But the cliche that gets me is "achingly beautiful":
But then, Craig Wright's "Pavilion" is a poetic, profane, achingly beautiful little "play about time" that revolves around the concept of wanting to change the ground rules. --Asbury Park Press, 1/23
In fact, the whole night was an adventure. The program included Olivier Messiaen's "Quartet for the End of Time," given an achingly beautiful performance... --Chicago Sun Times, 1/23
Yes, there are times when it feels pretentious, but this is magical filmmaking--achingly beautiful and impossible to get out of your head. --Real Movie News, 1/23
Dark, disturbing and yet achingly beautiful, "Pan's Labyrinth" is destined to be a classic, an adult fantasy that all but erases the line between the real and the imaginary. --Kansas City Star, 1/19
His solo introductions to tunes like The Dear Irish Boy were achingly beautiful--tenderness filled with a hint of melancholy. --The Age (Australia), 1/17
"Heart Food," released two years later, was, if anything, even better, with achingly beautiful melodies such as "The Kiss" and "The Phoenix." --Washington Post, 12/30
"Everything All the Time" is achingly beautiful from end-to-end. --Orange County Weekly, 12/28
When tunes settle down, things can get downright lovely. Jon co-wrote "Yesterdays" with his brother and fellow bandmate Tim, and it's an achingly beautiful meditation on the death of a loved one, pointing to a future beyond the grave as he sings, "until I'm with you, I'll carry on". --The Trades, 12/24
But my favorite from the Achingly Beautiful Sweepstakes:
The show isn't without its Cirque-like components: gymnasts, trapeze artists, clowns. But Latourelle effectively integrates those elements with the horses. There's a romantic and achingly beautiful routine that features two female acrobats on bungee cords and a pair of partners on slowly loping steeds. Choreographers Brad Denys and Alain Gauthier manage to meld the worlds of horse and circus without making anything look awkward or forced. --OC Register, 1/5
Wow, that sounds astonishing!
6 comments:
Frankly, I prefer the soothingly ugly.
Hence, the appeal of Ernest Borgnine.
I have long secretly ached for female acrobats on bungee cords. But because I yam who I yam, I am reminded again of E. B. White (from "Elements of Style"): "The world of criticism has a modest pouch of private words (luminous, taut) whose only virtue is that they are exceptionally nimble and can escape from the garden of meaning over the wall. Wolcott Gibbs once wrote, '. . . they are detached from the language and inflated like little balloons.'"

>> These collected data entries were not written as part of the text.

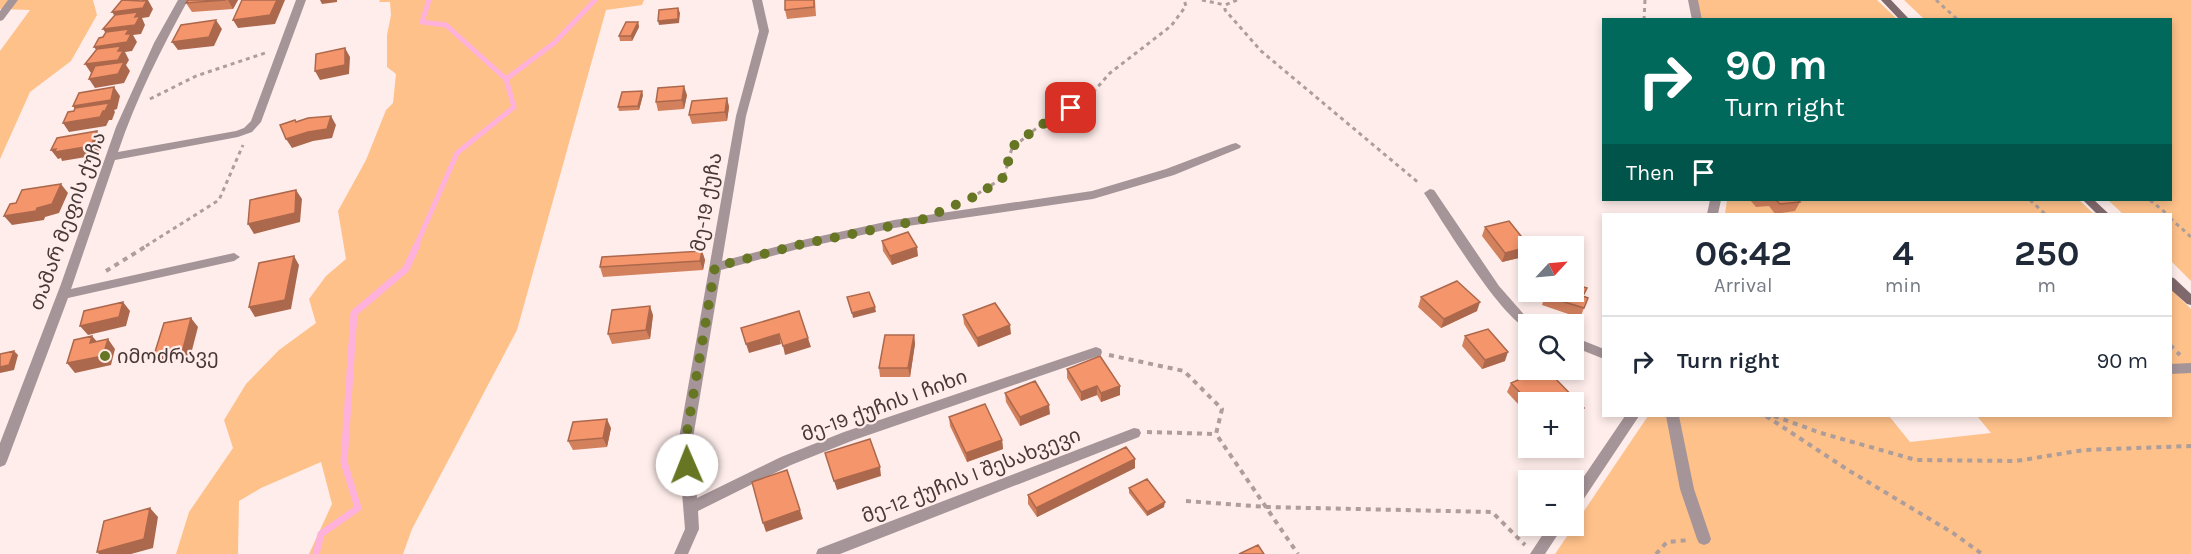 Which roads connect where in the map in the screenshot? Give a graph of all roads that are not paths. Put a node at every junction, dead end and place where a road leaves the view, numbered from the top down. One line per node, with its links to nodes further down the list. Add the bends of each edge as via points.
1 (13, 0): 7 (street)
2 (183, 0): 11 (street, თამარ მეფის ქუჩა, via 159,43)
3 (301, 0): 11 (street, via 256,122 248,130)
4 (757, 0): 16 (street, მე-19 ქუჩა, via 765,31 741,116)
5 (1693, 0): 8 (street)
6 (1886, 0): 9 (main road)
7 (0, 18)
8 (1697, 18)
9 (1904, 18)
10 (1236, 146): 16 (street, via 1170,172 1093,195 894,224)
11 (111, 157): 18 (street, თამარ მეფის ქუჩა)
12 (1430, 193): 20 (street, via 1495,290)
13 (2089, 201): 14 (main road)
14 (2102, 213)
15 (234, 257): 18 (street)
16 (715, 267): 31 (street, მე-19 ქუჩა, via 685,444)
17 (2172, 283): 19 (main road)
18 (62, 295): 29 (street, თამარ მეფის ქუჩა)
19 (2191, 301)
20 (1518, 315)
21 (1584, 346): 23 (street)
22 (1096, 352): 31 (street, მე-19 ქუჩის I ჩიხი, via 849,436 786,461)
23 (1602, 353)
24 (2191, 368): 25 (street)
25 (2172, 369)
26 (1631, 417): 30 (street)
27 (1672, 417): 33 (street, via 1687,489)
28 (1134, 433): 36 (street, მე-12 ქუჩის I შესახვევი)
29 (0, 461)
30 (1584, 487)
31 (690, 508): 35 (street, მე-19 ქუჩა, via 692,529)
32 (1546, 536): 34 (street)
33 (1704, 539)
34 (1532, 550)
35 (681, 554)
36 (823, 554)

Achingly beautiful is up there with "screamingly fresh", which I encountered at least three times in Anthony Bourdain's "The Nasty Bits".
Reliance on overused cliches is no doubt one of the many reasons that these people are critics of the arts and not creators of it.
unclewilly, your being reminded of E.B. White reminded me of George Orwell, who wrote, in Politics and the English Language,
In certain kinds of writing, particularly in art criticism and literary criticism, it is normal to come across long passages which are almost completely lacking in meaning.† Words like romantic, plastic, values, human, dead, sentimental, natural, vitality, as used in art criticism, are strictly meaningless, in the sense that they not only do not point to any discoverable object, but are hardly ever expected to do so by the reader. When one critic writes, "The outstanding feature of Mr. X's work is its living quality," while another writes, "The immediately striking thing about Mr. X's work is its peculiar deadness," the reader accepts this as a simple difference of opinion. If words like black and white were involved, instead of the jargon words dead and living, he would see at once that language was being used in an improper way.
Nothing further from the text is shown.